Pero las conductas siempre son algo más próximo para quienes las padecen, y ahí hay un filón informativo, es decir, una relación directa entre el comunicador y su audiencia en el encuentro con la veracidad, el único punto de encuentro que debería prevalecer en esa relación tan mediatizada. Por ejemplo, en el caso de nuestro simpático presidente Francisco Camps, o de Asís, como prefieran. Hay grabaciones intervenidas por los servicios policiales respecto de llamadas urgentes a su sastre en Madrid cuando éste se encontraba en plena declaración judicial, y otros indicios que inquietarían seriamente a cualquier persona decente. Una persona, pongamos que el mismo Camps, obligada a considerar que el pecado de un creyente no es un obstáculo para su salvación sino un requisito para alcanzarla. En lugar de callar más de lo que ya lo hace, se suelta y dice, en relación con las informaciones de este periódico, que "cada semana hay una mentira nueva, todo es incoherente", sin reparar que es casi exactamente lo que está pasando con su persona y con sus insuficientes declaraciones. Hay, no obstante, algo que desconcierta en este caso. Si, como parece probado, Camps se tomó la molestia de llamar repetidamente a su sastre cuando éste estaba declarando ante el juez, y a sabiendas de que en Madrid ya estaba montado un cierto pollo de teléfonos intervenidos, entonces lo que no se entiende es por qué llama él personalmente y no delega en un propio gestión tan comprometedora. O es tonto, lo que no creo, o no deseaba que nadie aquí supiera de su intranquilidad. Es una conducta extraña, y en cualquier caso impropia de un presidente de Generalitat, porque ¿no tenía otra manera de enterarse de si había facturas de por medio?

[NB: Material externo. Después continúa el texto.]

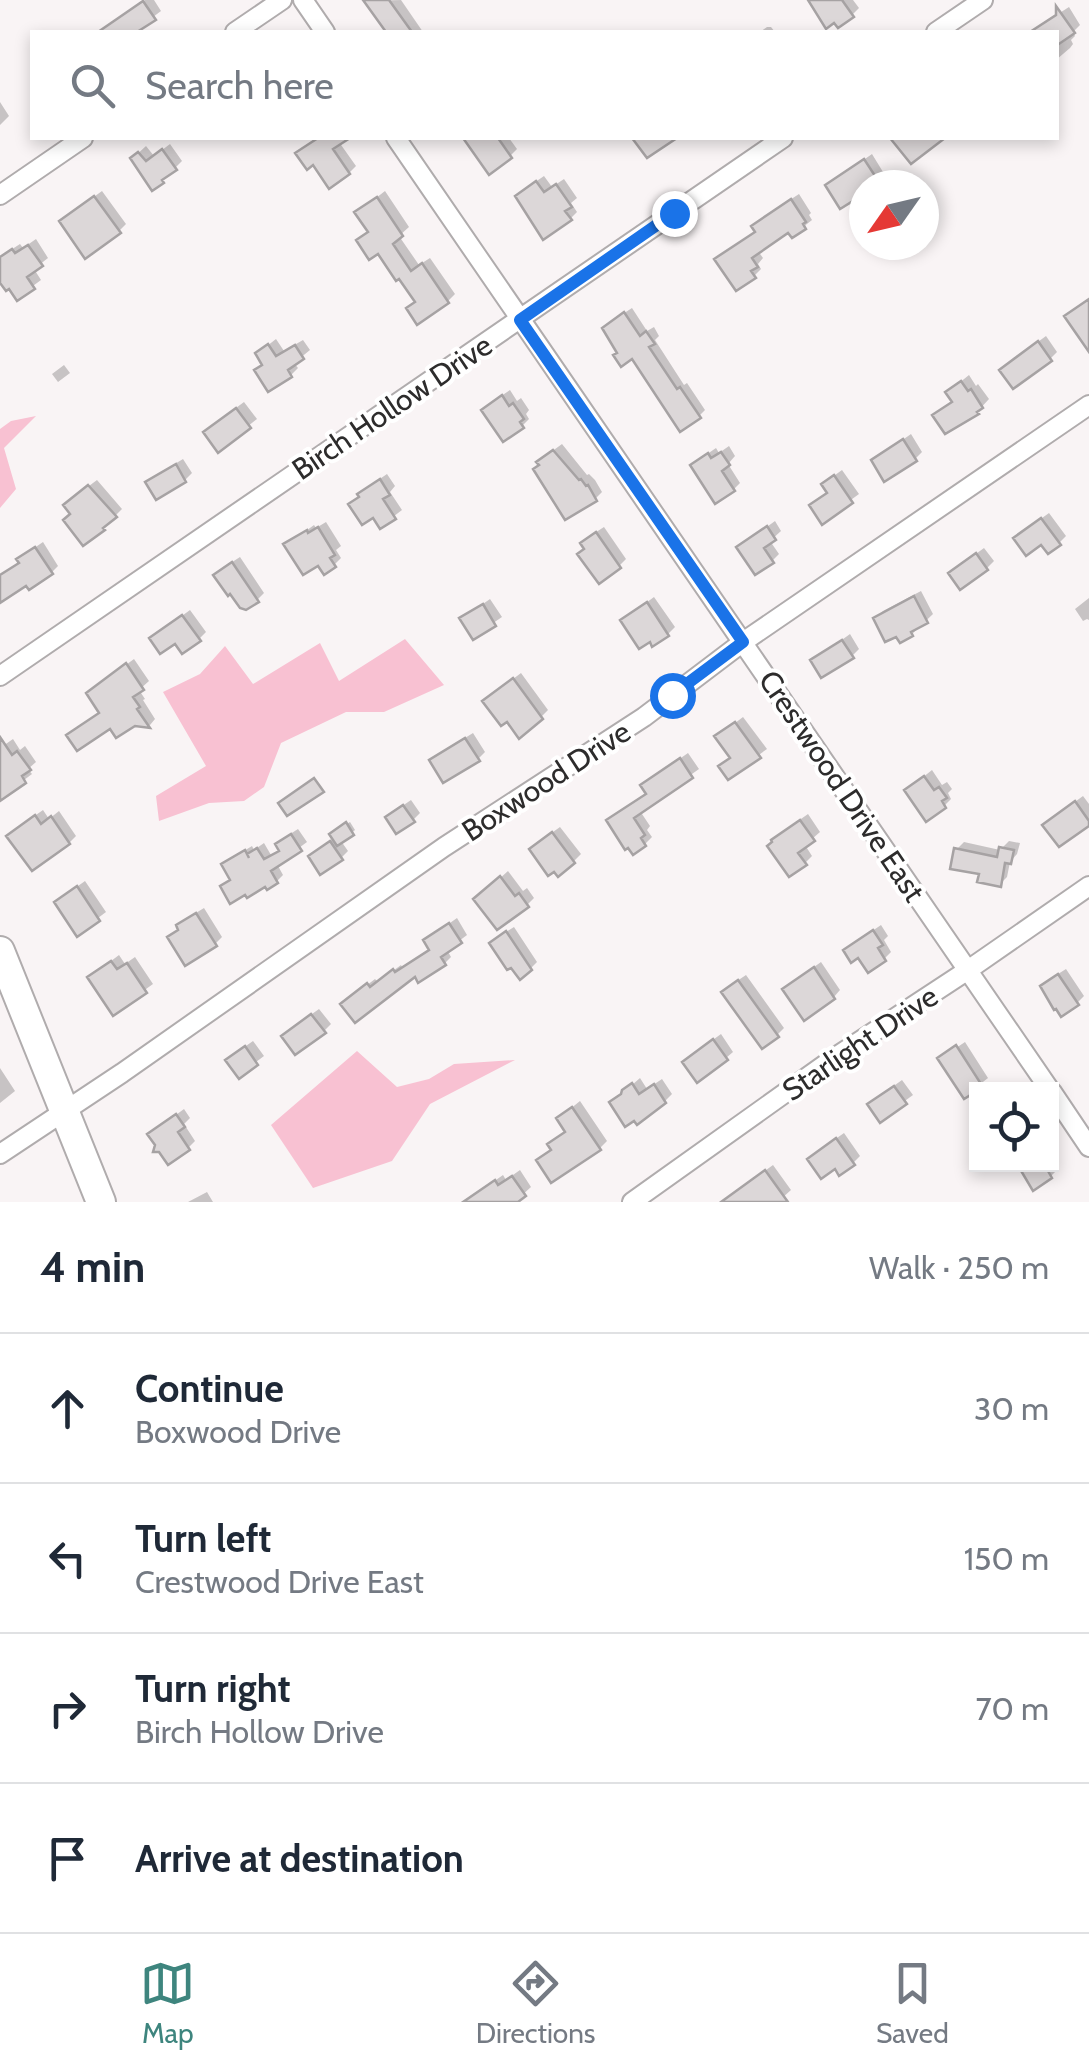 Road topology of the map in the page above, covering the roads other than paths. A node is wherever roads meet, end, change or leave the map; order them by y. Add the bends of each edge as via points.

Por otra parte, pues claro que hay datos que no cuadran en toda esta historia de presuntos choriceros, pero eso no atenúa la verosimilitud del asunto, porque es lo que suele ocurrir cuando se hace una chapuza estando sus autores persuadidos de que jamás llegaría a saberse nada de eso. Eso aparte de que no parece verosímil que Correa, El Bigotes, o El Mondonguilla sean lectores empedernidos de las ocurrencias de Braudillard y su pasión por el simulacro.